▶ **Data shown**:
▶

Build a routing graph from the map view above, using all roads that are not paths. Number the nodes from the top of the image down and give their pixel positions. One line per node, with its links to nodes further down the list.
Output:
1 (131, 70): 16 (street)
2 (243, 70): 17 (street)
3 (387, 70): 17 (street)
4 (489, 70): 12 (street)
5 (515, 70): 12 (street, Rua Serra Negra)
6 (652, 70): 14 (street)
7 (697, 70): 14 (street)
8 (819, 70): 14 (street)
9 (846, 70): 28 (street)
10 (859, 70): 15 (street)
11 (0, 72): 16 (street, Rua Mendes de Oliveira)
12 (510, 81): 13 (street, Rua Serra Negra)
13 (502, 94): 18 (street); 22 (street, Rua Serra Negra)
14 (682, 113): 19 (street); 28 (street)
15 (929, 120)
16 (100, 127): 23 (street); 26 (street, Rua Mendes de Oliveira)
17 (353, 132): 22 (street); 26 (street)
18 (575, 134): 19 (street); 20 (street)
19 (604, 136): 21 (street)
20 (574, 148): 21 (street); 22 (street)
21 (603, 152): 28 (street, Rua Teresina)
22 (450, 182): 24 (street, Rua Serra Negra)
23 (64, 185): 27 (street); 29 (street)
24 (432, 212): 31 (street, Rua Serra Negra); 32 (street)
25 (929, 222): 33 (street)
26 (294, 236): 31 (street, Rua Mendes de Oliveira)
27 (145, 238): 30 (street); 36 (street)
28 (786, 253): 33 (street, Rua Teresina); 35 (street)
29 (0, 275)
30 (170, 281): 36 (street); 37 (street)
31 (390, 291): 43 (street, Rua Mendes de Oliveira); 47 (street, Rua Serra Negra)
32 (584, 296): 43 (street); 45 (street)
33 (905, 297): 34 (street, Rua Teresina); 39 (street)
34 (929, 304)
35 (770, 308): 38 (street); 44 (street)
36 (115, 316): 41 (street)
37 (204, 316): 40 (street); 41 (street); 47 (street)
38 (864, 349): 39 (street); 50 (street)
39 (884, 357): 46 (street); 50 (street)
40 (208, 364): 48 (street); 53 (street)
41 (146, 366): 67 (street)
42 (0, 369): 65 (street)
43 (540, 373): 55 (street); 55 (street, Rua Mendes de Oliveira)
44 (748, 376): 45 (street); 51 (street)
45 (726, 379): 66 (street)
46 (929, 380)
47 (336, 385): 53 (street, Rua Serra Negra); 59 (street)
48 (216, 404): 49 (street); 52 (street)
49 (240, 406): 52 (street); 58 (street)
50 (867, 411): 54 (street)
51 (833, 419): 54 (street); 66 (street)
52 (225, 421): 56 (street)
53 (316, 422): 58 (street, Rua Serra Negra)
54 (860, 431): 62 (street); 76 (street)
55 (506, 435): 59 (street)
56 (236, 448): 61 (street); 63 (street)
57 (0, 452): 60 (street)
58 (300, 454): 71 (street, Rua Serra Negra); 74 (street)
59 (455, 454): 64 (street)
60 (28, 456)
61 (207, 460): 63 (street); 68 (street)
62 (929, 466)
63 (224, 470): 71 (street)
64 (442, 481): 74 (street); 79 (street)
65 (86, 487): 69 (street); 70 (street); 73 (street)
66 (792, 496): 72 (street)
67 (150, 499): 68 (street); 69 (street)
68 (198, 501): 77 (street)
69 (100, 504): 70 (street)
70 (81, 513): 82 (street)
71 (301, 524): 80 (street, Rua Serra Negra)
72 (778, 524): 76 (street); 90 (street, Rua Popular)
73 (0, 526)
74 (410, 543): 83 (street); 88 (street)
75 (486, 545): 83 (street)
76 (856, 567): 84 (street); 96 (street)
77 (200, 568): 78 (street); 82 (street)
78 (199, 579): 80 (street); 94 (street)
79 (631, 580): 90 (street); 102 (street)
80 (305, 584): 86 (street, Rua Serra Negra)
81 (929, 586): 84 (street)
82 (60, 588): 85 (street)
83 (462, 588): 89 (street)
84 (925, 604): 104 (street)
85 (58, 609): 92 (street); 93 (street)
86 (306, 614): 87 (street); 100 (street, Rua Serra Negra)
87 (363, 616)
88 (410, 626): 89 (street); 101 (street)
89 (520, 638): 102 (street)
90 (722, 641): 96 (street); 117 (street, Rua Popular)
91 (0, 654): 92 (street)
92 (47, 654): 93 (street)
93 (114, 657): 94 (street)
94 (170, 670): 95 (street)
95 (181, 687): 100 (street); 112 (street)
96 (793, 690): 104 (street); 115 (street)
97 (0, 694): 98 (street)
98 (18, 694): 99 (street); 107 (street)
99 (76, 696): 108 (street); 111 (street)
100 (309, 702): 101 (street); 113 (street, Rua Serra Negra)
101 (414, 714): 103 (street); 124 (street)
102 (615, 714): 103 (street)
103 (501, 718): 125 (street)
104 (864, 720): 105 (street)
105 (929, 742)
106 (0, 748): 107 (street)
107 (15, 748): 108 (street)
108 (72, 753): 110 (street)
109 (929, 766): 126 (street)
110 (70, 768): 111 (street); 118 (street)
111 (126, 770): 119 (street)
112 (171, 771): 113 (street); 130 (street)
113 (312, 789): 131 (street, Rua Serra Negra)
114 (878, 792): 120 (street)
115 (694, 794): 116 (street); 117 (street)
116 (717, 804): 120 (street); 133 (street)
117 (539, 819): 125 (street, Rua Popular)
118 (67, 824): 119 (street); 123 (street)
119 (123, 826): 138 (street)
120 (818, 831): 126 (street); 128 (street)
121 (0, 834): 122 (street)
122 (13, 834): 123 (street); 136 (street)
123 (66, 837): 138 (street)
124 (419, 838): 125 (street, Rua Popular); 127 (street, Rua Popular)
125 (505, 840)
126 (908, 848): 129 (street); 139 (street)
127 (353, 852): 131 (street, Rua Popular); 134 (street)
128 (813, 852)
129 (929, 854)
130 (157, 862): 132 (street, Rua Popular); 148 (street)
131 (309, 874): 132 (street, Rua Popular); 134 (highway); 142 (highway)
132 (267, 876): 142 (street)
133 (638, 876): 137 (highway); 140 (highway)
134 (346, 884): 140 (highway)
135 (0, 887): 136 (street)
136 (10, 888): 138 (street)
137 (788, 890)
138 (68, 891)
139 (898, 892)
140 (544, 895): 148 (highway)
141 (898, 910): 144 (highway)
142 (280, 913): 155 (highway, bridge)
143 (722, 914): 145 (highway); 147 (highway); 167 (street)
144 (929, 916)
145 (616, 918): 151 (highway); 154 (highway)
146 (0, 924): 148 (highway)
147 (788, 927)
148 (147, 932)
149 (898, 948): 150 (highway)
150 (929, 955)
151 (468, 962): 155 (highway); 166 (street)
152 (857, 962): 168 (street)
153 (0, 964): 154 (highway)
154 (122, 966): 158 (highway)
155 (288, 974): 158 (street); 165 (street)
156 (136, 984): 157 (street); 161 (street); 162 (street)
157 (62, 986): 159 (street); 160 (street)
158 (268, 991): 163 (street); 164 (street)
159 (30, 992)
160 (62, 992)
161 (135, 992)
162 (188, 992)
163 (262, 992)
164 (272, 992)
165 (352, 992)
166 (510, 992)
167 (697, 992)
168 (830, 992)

◀

▶ **Problem requirements**:
From the data above, state how many lines hold the string "Popular", and give the number without other words.

▶ **Completed exercise**:
7